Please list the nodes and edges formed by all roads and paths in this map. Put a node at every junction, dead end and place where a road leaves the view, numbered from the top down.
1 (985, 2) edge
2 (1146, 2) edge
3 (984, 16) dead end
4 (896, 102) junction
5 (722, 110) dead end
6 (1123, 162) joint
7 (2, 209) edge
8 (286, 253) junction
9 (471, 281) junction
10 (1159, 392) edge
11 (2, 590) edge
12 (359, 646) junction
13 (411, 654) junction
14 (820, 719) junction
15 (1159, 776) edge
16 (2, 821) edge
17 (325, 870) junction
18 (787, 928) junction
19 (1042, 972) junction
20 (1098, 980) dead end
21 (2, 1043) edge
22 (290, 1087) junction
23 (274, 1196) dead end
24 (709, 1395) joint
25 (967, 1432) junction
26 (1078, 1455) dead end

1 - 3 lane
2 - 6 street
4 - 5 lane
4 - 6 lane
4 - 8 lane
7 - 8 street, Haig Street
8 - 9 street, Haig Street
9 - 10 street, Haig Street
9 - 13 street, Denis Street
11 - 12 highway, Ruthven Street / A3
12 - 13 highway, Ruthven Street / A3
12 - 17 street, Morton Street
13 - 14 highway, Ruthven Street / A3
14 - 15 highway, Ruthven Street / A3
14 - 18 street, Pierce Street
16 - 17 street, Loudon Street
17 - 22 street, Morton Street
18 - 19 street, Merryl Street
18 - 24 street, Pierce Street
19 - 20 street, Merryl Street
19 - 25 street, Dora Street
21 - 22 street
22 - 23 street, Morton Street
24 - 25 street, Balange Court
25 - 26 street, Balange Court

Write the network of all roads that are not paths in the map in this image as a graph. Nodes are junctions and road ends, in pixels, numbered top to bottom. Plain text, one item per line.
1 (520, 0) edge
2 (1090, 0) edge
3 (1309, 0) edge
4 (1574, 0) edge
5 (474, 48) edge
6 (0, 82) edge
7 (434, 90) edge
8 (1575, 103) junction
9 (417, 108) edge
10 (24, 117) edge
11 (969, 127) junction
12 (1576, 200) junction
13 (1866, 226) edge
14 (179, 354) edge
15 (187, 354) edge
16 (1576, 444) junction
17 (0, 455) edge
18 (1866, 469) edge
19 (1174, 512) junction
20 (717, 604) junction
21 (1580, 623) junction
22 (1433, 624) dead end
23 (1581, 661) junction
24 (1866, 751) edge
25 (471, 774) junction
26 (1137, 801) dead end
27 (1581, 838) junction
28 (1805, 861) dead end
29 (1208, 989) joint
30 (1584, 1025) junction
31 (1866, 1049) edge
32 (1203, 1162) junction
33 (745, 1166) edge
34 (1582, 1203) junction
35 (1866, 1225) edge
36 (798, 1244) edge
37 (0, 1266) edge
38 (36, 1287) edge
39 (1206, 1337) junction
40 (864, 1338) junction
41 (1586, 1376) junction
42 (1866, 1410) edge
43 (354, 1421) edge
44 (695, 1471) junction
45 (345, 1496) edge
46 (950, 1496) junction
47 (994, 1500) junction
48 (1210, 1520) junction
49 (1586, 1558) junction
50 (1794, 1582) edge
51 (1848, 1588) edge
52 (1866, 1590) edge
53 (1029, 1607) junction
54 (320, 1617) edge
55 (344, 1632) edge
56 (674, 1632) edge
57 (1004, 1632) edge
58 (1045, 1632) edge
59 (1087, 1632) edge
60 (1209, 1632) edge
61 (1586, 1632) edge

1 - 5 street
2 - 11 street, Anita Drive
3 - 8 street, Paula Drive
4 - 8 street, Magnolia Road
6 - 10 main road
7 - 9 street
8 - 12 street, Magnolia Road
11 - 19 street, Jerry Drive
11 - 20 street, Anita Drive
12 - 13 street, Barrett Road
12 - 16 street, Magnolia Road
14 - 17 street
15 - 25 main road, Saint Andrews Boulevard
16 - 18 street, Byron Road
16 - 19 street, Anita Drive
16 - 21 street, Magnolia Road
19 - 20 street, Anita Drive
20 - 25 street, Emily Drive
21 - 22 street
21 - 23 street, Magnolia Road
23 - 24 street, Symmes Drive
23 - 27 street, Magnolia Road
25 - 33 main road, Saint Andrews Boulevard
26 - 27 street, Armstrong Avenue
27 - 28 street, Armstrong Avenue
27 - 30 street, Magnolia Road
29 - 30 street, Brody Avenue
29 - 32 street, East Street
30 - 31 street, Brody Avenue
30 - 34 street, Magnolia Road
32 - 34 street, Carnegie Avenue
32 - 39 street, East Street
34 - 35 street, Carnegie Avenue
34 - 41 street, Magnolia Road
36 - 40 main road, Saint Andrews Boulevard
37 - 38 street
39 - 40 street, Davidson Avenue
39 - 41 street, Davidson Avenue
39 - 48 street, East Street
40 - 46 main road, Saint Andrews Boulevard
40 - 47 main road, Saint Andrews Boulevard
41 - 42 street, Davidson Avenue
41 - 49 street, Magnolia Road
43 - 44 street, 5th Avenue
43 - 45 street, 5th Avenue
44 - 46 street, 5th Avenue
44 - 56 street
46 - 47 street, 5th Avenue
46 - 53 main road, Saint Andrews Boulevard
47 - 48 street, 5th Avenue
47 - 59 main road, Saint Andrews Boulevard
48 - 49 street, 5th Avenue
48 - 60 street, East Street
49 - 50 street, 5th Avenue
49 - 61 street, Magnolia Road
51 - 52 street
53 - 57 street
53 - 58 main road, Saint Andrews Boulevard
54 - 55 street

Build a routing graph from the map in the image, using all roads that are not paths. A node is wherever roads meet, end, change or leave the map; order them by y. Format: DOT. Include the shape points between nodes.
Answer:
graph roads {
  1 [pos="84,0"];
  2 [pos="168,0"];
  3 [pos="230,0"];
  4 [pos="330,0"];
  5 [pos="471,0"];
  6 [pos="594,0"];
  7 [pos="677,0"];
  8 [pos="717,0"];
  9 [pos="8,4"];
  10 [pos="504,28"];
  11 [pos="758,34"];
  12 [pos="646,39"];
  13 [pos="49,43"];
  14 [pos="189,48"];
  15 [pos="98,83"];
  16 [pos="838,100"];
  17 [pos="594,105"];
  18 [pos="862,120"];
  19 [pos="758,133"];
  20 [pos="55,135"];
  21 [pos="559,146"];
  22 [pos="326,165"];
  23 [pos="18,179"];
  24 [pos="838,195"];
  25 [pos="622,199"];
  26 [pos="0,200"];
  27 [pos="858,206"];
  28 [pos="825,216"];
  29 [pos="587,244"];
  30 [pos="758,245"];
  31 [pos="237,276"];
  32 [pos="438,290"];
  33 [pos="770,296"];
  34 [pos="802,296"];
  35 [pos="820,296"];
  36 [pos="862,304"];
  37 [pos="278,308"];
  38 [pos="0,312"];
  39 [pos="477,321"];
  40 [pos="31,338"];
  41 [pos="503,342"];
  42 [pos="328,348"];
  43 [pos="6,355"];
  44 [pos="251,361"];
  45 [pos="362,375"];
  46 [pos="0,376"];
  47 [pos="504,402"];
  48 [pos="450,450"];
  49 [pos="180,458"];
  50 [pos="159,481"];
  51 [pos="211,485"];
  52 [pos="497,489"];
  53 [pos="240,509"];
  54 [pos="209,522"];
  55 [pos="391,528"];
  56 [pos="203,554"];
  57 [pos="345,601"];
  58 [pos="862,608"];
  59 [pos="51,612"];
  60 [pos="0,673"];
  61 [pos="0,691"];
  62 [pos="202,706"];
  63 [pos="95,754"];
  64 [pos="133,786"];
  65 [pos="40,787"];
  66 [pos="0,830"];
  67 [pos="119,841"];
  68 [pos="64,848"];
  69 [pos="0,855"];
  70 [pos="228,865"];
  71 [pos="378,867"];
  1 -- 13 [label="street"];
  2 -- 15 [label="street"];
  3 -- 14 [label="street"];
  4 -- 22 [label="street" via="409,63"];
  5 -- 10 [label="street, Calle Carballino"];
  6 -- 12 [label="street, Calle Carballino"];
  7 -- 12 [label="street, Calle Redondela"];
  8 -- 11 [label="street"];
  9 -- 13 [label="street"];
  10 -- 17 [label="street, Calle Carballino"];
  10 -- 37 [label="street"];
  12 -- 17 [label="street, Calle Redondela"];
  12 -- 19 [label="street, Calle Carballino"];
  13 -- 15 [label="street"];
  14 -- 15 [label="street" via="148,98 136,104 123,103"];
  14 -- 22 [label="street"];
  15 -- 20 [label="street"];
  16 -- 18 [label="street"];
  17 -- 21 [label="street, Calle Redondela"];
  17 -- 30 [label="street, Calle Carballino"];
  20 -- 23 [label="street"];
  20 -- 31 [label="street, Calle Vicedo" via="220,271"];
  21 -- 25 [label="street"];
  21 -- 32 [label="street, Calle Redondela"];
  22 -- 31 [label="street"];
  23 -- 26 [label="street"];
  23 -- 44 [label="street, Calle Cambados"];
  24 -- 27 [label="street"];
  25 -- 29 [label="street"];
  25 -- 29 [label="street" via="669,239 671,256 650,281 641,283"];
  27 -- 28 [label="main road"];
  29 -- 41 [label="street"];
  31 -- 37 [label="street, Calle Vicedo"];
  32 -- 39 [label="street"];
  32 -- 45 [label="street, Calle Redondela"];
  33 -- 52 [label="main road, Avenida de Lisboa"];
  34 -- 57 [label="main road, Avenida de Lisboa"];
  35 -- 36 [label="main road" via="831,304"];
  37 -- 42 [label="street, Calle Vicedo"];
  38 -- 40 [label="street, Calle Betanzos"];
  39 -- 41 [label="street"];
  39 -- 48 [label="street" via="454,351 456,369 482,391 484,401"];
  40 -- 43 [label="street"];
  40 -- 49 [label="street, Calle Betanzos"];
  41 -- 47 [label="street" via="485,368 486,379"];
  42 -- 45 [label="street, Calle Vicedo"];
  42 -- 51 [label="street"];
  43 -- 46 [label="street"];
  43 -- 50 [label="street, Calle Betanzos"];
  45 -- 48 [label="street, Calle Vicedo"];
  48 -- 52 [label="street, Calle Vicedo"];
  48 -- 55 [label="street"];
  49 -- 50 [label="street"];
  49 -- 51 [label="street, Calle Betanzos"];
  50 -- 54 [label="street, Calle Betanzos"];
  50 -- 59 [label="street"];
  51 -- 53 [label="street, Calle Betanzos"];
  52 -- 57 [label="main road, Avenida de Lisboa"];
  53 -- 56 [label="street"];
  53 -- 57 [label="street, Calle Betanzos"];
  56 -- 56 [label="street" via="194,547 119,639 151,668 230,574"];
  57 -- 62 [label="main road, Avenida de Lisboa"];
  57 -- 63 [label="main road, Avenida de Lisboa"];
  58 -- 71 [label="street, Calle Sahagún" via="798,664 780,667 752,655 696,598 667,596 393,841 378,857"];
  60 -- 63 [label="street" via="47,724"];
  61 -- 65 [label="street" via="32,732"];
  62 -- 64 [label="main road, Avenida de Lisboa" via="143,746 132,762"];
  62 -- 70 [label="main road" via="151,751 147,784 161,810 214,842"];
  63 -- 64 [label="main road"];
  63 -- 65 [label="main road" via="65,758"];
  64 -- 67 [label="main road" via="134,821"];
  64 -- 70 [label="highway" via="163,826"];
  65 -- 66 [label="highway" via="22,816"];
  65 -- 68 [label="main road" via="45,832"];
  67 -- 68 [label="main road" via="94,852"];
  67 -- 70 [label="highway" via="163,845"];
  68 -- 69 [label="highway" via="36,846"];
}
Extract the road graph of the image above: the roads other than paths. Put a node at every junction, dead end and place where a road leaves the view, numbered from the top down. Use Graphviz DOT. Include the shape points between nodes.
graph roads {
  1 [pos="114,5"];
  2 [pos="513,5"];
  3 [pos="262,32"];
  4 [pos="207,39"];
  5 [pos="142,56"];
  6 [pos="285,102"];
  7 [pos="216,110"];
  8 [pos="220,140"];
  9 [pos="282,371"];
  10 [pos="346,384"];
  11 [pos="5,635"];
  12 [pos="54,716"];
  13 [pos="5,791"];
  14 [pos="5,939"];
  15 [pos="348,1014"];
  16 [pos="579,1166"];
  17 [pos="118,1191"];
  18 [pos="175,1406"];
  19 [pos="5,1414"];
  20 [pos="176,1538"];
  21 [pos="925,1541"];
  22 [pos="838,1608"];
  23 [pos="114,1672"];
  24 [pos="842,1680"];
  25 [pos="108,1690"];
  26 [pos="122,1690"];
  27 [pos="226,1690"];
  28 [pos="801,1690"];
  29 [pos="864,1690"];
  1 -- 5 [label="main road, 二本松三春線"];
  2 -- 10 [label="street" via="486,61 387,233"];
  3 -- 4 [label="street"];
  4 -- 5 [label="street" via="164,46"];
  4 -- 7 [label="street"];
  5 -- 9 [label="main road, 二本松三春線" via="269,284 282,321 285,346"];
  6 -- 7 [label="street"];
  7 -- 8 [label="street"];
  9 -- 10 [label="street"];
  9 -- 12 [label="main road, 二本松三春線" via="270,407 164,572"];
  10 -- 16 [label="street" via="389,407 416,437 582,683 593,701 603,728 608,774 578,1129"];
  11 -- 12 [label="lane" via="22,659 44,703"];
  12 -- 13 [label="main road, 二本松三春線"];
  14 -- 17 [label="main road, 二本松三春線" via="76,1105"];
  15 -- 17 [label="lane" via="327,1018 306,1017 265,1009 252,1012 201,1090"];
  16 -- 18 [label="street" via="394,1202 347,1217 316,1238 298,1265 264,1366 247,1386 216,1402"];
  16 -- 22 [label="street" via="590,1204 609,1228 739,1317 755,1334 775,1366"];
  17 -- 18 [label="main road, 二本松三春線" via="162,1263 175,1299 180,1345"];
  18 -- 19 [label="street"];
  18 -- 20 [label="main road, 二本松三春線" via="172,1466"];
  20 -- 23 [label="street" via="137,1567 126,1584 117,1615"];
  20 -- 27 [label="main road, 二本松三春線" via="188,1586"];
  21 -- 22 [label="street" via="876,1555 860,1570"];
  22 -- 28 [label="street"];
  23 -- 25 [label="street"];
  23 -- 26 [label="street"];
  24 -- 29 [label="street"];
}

▶ [Exercise goal]:
The lines holding the string "every" are what is needed from the material above.

▶ [Result for this task]:
Please list the nodes and edges formed by all roads and paths in this map. Put a node at every junction, dead end and place where a road leaves the view, numbered from the top down.
Extract the road graph of the image above: the roads other than paths. Put a node at every junction, dead end and place where a road leaves the view, numbered from the top down. Use Graphviz DOT. Include the shape points between nodes.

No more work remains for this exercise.